Coastal Sediment Transport
Along coastlines, waves and currents move sediment through a process called longshore transport (or littoral drift). Most waves reach the shore at a slight angle rather than head-on. When a wave washes up the beach (the swash), it pushes sand at that angle. When the water flows back down (the backwash), gravity pulls it straight downhill. The result is a zigzag path that moves sand grains steadily along the shoreline with each wave cycle. A longshore current flowing within the surf zone adds to this effect, carrying suspended sediment in the same direction. Along both coasts of the continental United States, the net movement of sediment is generally southward, because the storms that generate ocean swell tend to originate at higher latitudes.
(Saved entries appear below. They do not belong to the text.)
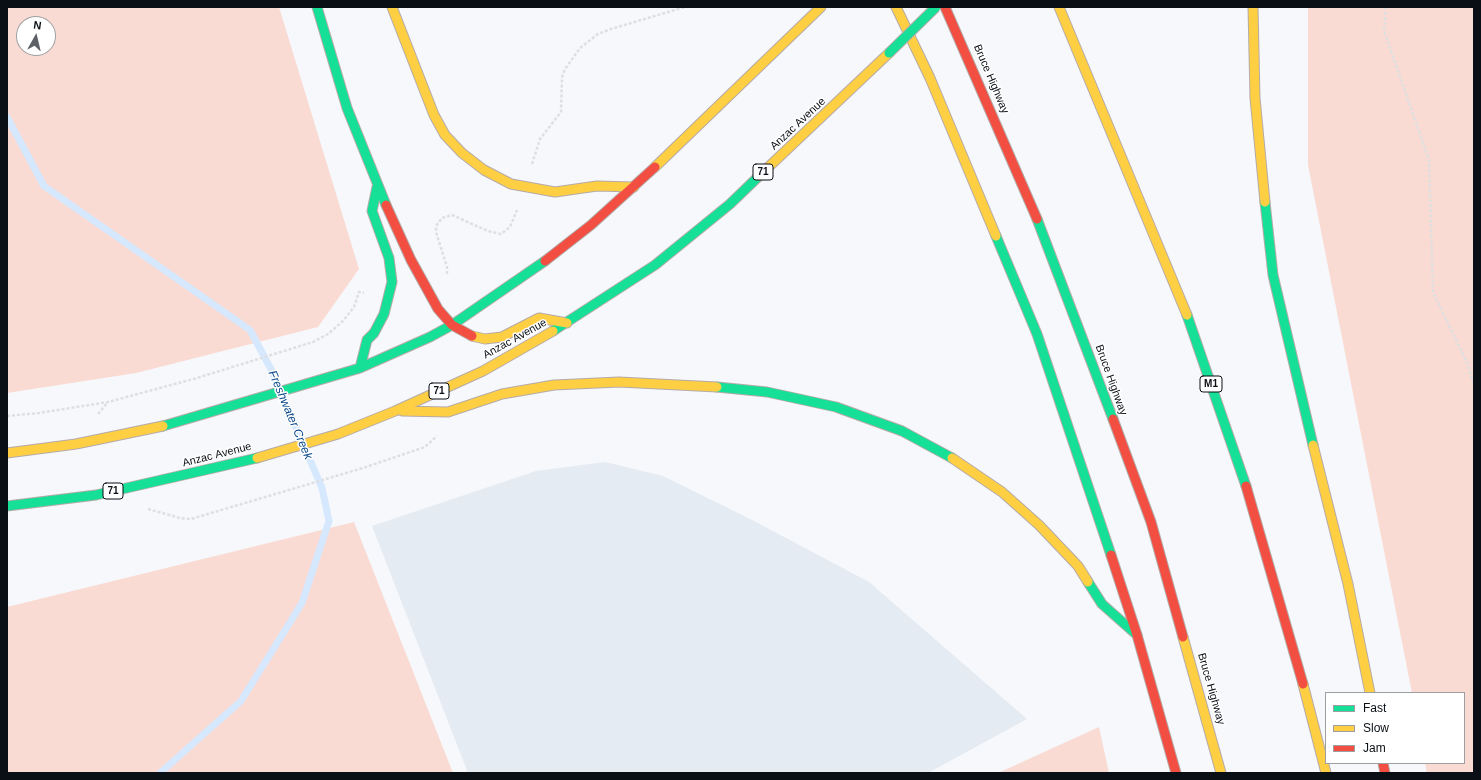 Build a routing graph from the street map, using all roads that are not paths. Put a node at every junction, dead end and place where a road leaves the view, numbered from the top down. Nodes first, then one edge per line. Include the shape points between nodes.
1 (318, 7) edge
2 (392, 7) edge
3 (821, 7) edge
4 (896, 7) edge
5 (936, 7) edge
6 (945, 7) edge
7 (1059, 7) edge
8 (1253, 7) edge
9 (377, 187) junction
10 (634, 187) junction
11 (567, 324) junction
12 (452, 325) junction
13 (360, 368) junction
14 (395, 411) junction
15 (7, 453) edge
16 (7, 506) edge
17 (1137, 635) junction
18 (1370, 692) edge
19 (1176, 773) edge
20 (1222, 773) edge
21 (1326, 773) edge

1 - 9 highway via 347,108
2 - 10 highway via 434,115 445,135 462,153 484,170 511,184 555,192 597,186
3 - 10 highway
4 - 17 highway via 930,78 1037,334
5 - 11 highway, Anzac Avenue / 71, bridge via 730,204 655,265
6 - 20 highway, Bruce Highway via 1031,202 1151,522
7 - 21 highway, M1 via 1189,319 1247,489 1301,675
8 - 18 highway via 1258,146 1273,275 1298,392 1348,584
9 - 12 highway via 428,293
9 - 13 highway via 372,211 389,258 392,282 384,314 374,333 367,340
10 - 12 highway via 538,267
11 - 12 highway via 539,318 502,337 485,339 469,335
11 - 14 highway, Anzac Avenue / 71 via 483,371
12 - 13 highway
13 - 15 highway via 177,424 76,444
14 - 16 highway, Anzac Avenue / 71 via 338,434 203,472 96,495
14 - 17 highway via 448,412 502,394 554,385 618,382 767,392 836,407 902,432 956,460 1002,492 1078,566 1102,604
17 - 19 highway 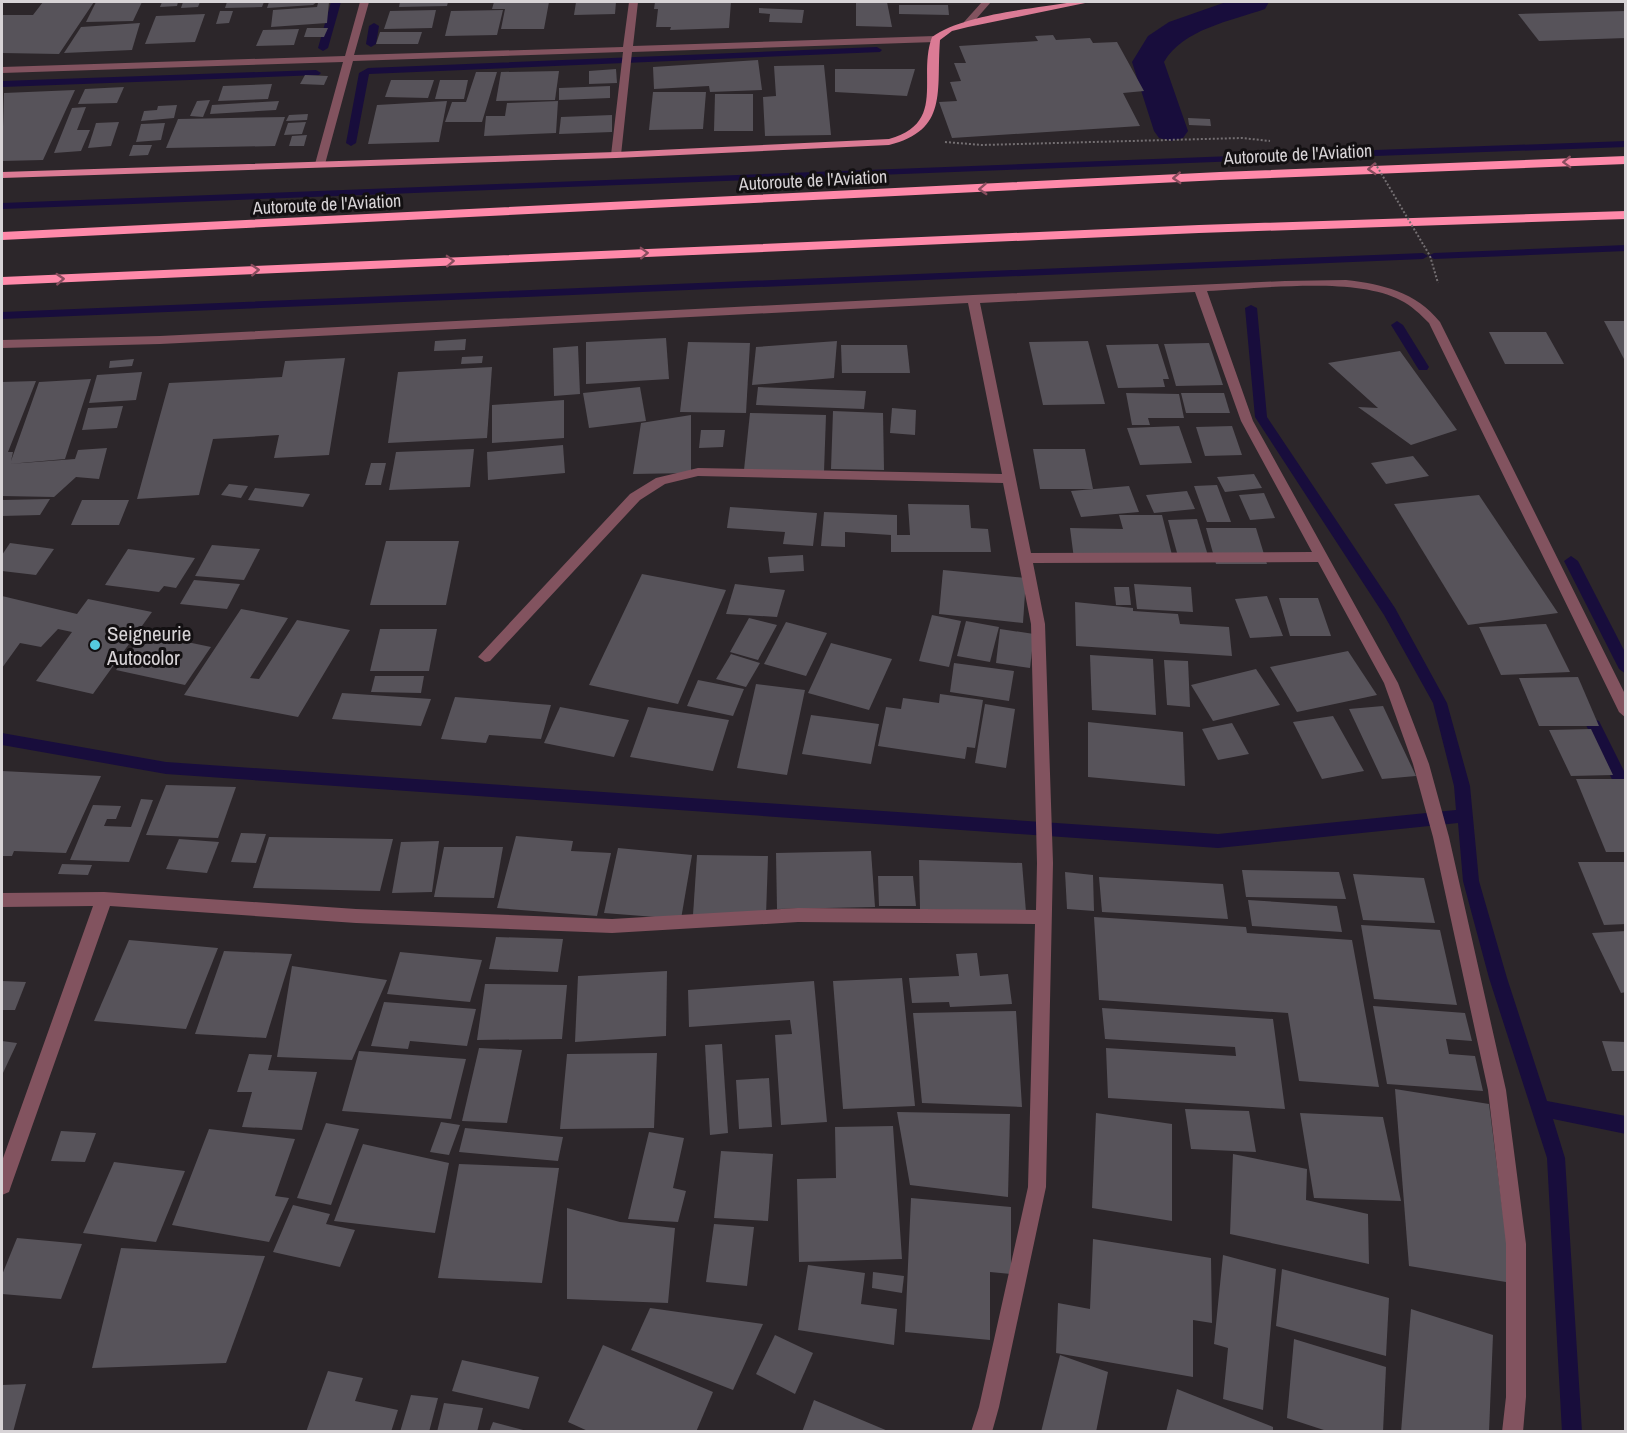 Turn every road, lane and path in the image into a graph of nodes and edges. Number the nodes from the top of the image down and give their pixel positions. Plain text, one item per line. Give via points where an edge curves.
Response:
1 (364, 2) edge
2 (633, 2) edge
3 (986, 2) edge
4 (1085, 2) edge
5 (967, 24) junction
6 (935, 39) junction
7 (628, 50) junction
8 (348, 58) junction
9 (2, 70) edge
10 (902, 138) junction
11 (1277, 141) dead end
12 (616, 155) junction
13 (1626, 160) edge
14 (1375, 163) dead end
15 (320, 164) junction
16 (2, 175) edge
17 (1626, 215) edge
18 (2, 236) edge
19 (2, 281) edge
20 (1200, 289) junction
21 (1441, 291) dead end
22 (973, 298) junction
23 (2, 344) edge
24 (1009, 479) junction
25 (1322, 557) junction
26 (1025, 558) junction
27 (485, 657) dead end
28 (1626, 712) edge
29 (104, 899) junction
30 (2, 900) edge
31 (1043, 917) junction
32 (2, 1186) edge
33 (981, 1431) edge
34 (1512, 1431) edge

1 - 8 street
2 - 7 street
3 - 5 street
4 - 5 main road
5 - 6 main road via 949,29
6 - 7 street
6 - 10 main road via 929,111 924,124
7 - 8 street
7 - 12 street
8 - 9 street
8 - 15 street
10 - 11 path via 982,145 1242,138
10 - 12 main road via 865,144
12 - 15 main road
13 -> 18 highway, Autoroute de l'Aviation via 1408,167
14 - 21 path, bridge via 1430,256
15 - 16 main road
19 -> 17 highway via 1199,229
20 - 22 street
20 - 25 street via 1247,421
20 - 28 street via 1345,284 1381,288 1405,296 1425,310
22 - 23 street via 160,340
22 - 24 street
24 - 26 street
24 - 27 street via 698,472 661,481 635,497
25 - 26 street
25 - 34 street via 1391,683 1421,764 1494,1078 1516,1244 1516,1397
26 - 31 street via 1038,624
29 - 30 street
29 - 31 street via 356,916 612,926 798,915
29 - 32 street
31 - 33 street via 1037,1187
When Sediment Stops Moving
Deposition happens whenever the transporting force loses energy. A river slowing as it enters a lake or ocean drops its sediment load, building deltas and floodplains. Wind dying down lets dust and sand settle. A glacier melting releases its embedded debris. The largest, heaviest particles drop first, followed by progressively finer material. This sorting by size is why you find gravel near mountain streams, sand further downstream, and fine silt and clay in quiet estuaries and deep ocean floors.
How Dams and Human Activity Alter the Process
Dams are the single most disruptive human intervention in natural sediment transport. Reservoirs trap sediment behind them while releasing relatively clear water downstream, severing the connection between a river’s upper and lower reaches. Research on the Krishna River Basin in India found that dams reduced monthly sediment loads by 27 to 98 percent during the monsoon season. Downstream channels, starved of their sediment supply, often erode their banks and beds in response, changing shape and losing resilience to floods. The natural rhythm linking water flow to sediment movement weakens significantly after dam construction, with flow and sediment becoming decoupled over time.
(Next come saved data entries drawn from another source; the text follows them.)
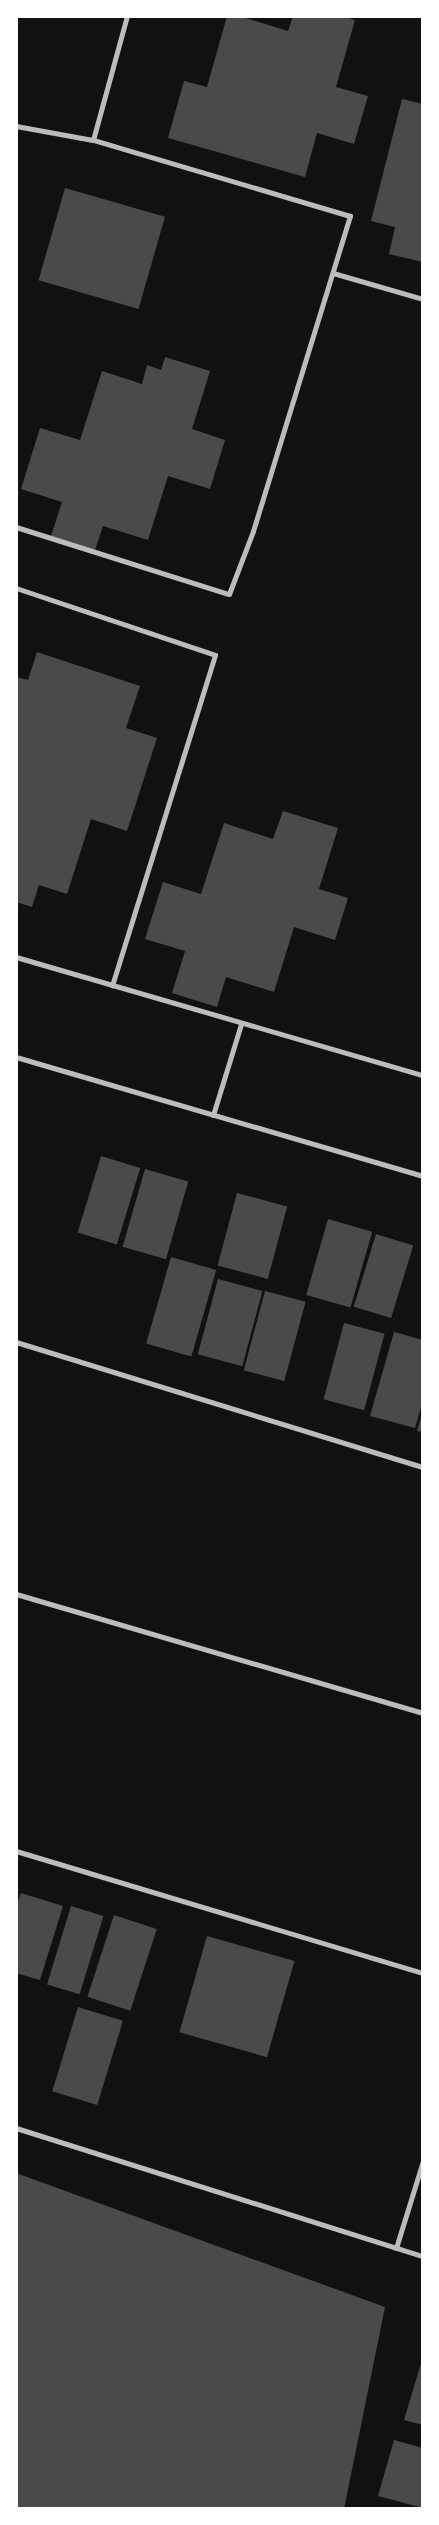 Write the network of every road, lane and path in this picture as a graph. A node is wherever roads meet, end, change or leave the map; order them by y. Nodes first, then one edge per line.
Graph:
1 (127, 16) edge
2 (16, 126) edge
3 (93, 140) junction
4 (333, 273) junction
5 (423, 298) edge
6 (16, 527) edge
7 (16, 588) edge
8 (16, 956) edge
9 (112, 985) junction
10 (241, 1024) junction
11 (16, 1057) edge
12 (423, 1075) edge
13 (212, 1115) junction
14 (423, 1176) edge
15 (16, 1342) edge
16 (423, 1467) edge
17 (16, 1594) edge
18 (423, 1713) edge
19 (16, 1851) edge
20 (423, 1974) edge
21 (16, 2128) edge
22 (423, 2161) edge
23 (396, 2248) junction
24 (423, 2256) edge

1 - 3 street
2 - 3 street
3 - 4 street
4 - 5 street
4 - 6 street
7 - 9 street
8 - 9 street
9 - 10 street
10 - 12 street
10 - 13 street
11 - 13 street
13 - 14 street
15 - 16 street
17 - 18 street
19 - 20 street
21 - 23 street
22 - 23 street
23 - 24 street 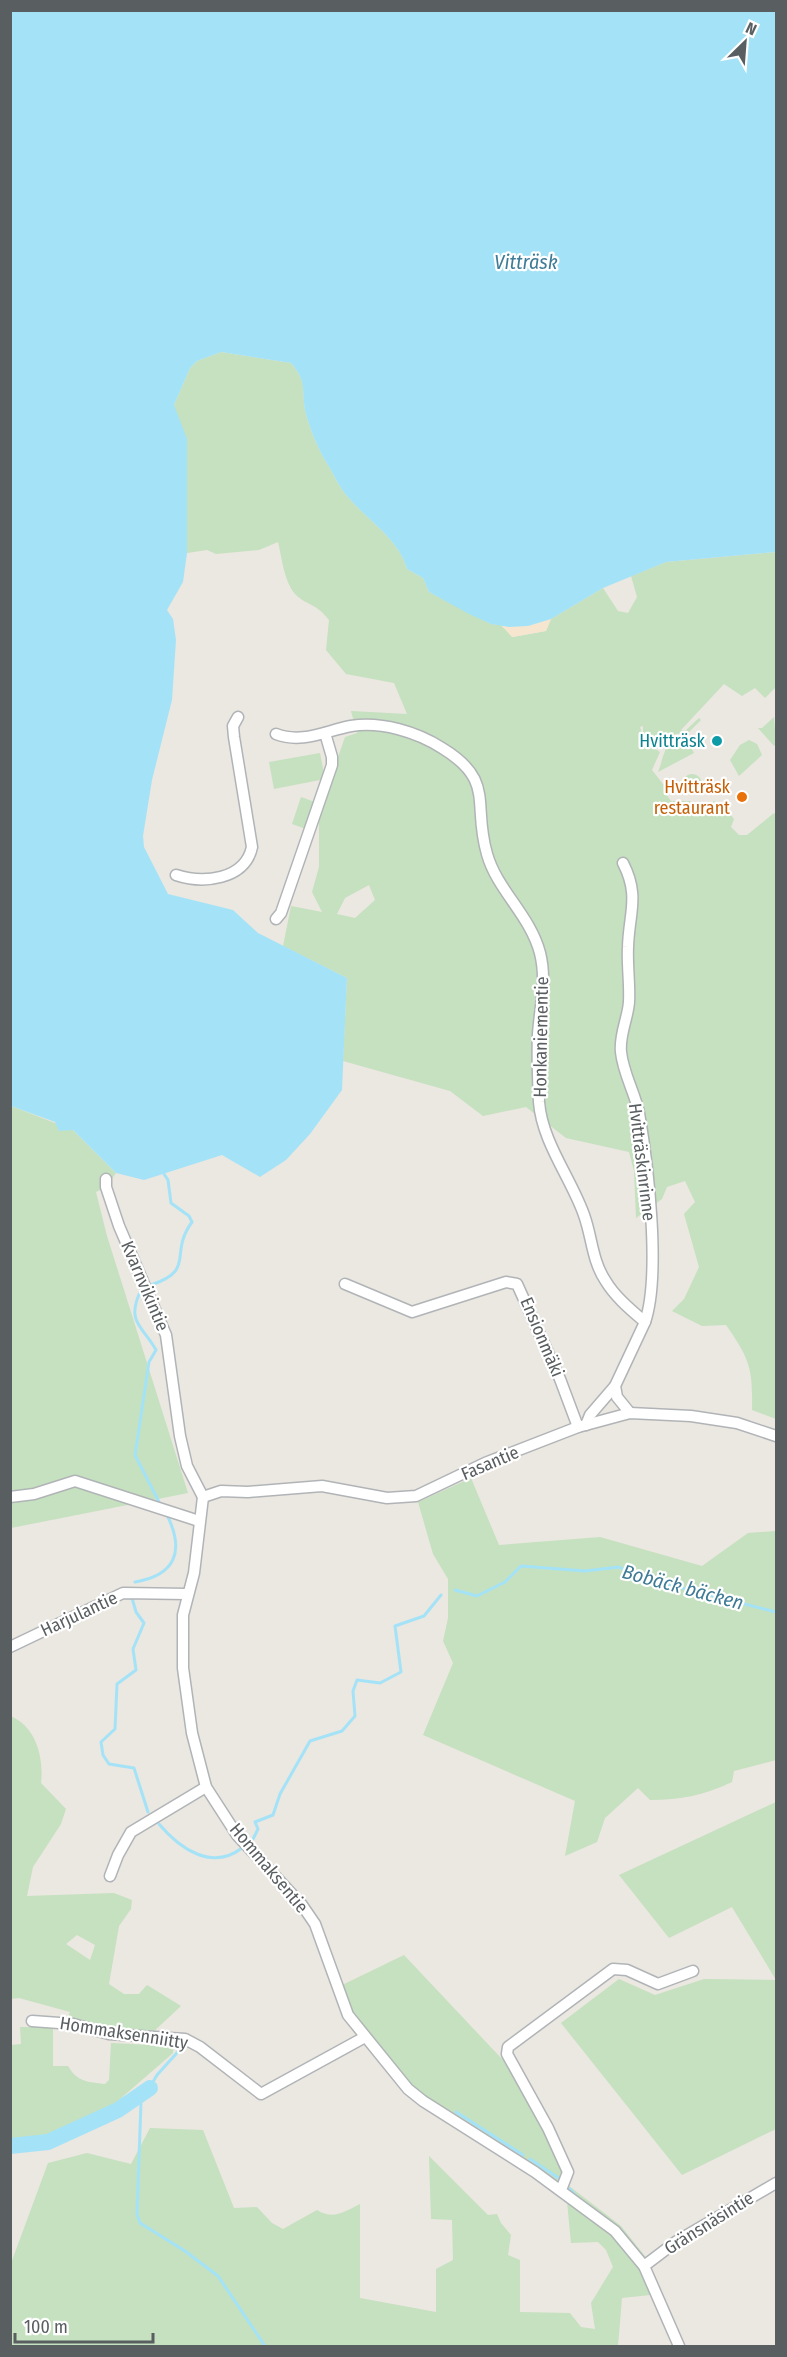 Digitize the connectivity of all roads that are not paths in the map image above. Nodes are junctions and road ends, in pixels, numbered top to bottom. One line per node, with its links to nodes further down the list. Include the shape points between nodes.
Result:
1 (238, 717): 5 (street, via 233,726 252,847 250,855 238,870 227,875 190,880)
2 (325, 733): 3 (street, Honkaniementie, via 306,738); 6 (street, via 332,765); 9 (street, Honkaniementie, via 376,725 400,731 442,748 475,775 480,790 482,834 494,873 521,911 540,952 544,979 537,1047 542,1119 585,1217 594,1258 604,1279)
3 (276, 734)
4 (623, 863): 9 (street, Hvitträskinrinne, via 631,878 634,900 628,944 629,1003 621,1051 643,1142 652,1251 651,1306)
5 (176, 875)
6 (276, 919)
7 (106, 1179): 15 (street, Kvarnvikintie, via 119,1226 166,1335 180,1436 187,1466)
8 (345, 1284): 12 (street, Ensionmäki, via 412,1312 506,1282 517,1284)
9 (645, 1322): 10 (street)
10 (615, 1386): 11 (street, via 617,1397); 12 (street)
11 (630, 1413): 12 (street, Fasantie); 13 (street, Fasantie, via 737,1423)
12 (582, 1426): 15 (street, Fasantie, via 485,1463 416,1496 362,1495 322,1486 221,1491)
13 (777, 1436)
14 (10, 1497): 16 (street, via 75,1481)
15 (203, 1497): 16 (street, Hommaksentie)
16 (199, 1521): 17 (street, Hommaksentie, via 194,1573)
17 (187, 1594): 18 (street, Harjulantie, via 123,1593); 19 (street, Hommaksentie, via 183,1668 192,1733)
18 (10, 1647)
19 (206, 1787): 20 (street, via 132,1832); 23 (street, Hommaksentie, via 237,1835 315,1924 348,2015)
20 (110, 1876)
21 (693, 1971): 25 (street, via 658,1984 620,1968 613,1970 508,2047 510,2062 568,2172)
22 (32, 2021): 23 (street, Hommaksenniitty, via 73,2024 109,2034 185,2039 261,2094)
23 (365, 2037): 25 (street, Hommaksentie, via 416,2095)
24 (777, 2183): 26 (street, Gränsnäsintie, via 697,2229)
25 (561, 2190): 26 (street, Hommaksentie, via 615,2231)
26 (644, 2266): 27 (street, Hommaksentie)
27 (679, 2346)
The Role of Living Organisms
Biology plays a surprisingly large role in sediment movement. Burrowing animals, from earthworms to crabs to clams, constantly rework soil and seafloor sediment by digging, feeding, and building shelters. This process, called bioturbation, is the dominant mode of sediment mixing in many freshwater, coastal, and marine environments. In calm conditions between storms, burrowing organisms are often the primary force stirring up and redistributing particles at the boundary between water and sediment. This biological mixing controls how nutrients, organic matter, and contaminants are distributed below the surface. On land, plant roots stabilize sediment and reduce erosion, while the loss of vegetation through fire, overgrazing, or development exposes soil to rapid transport by water and wind.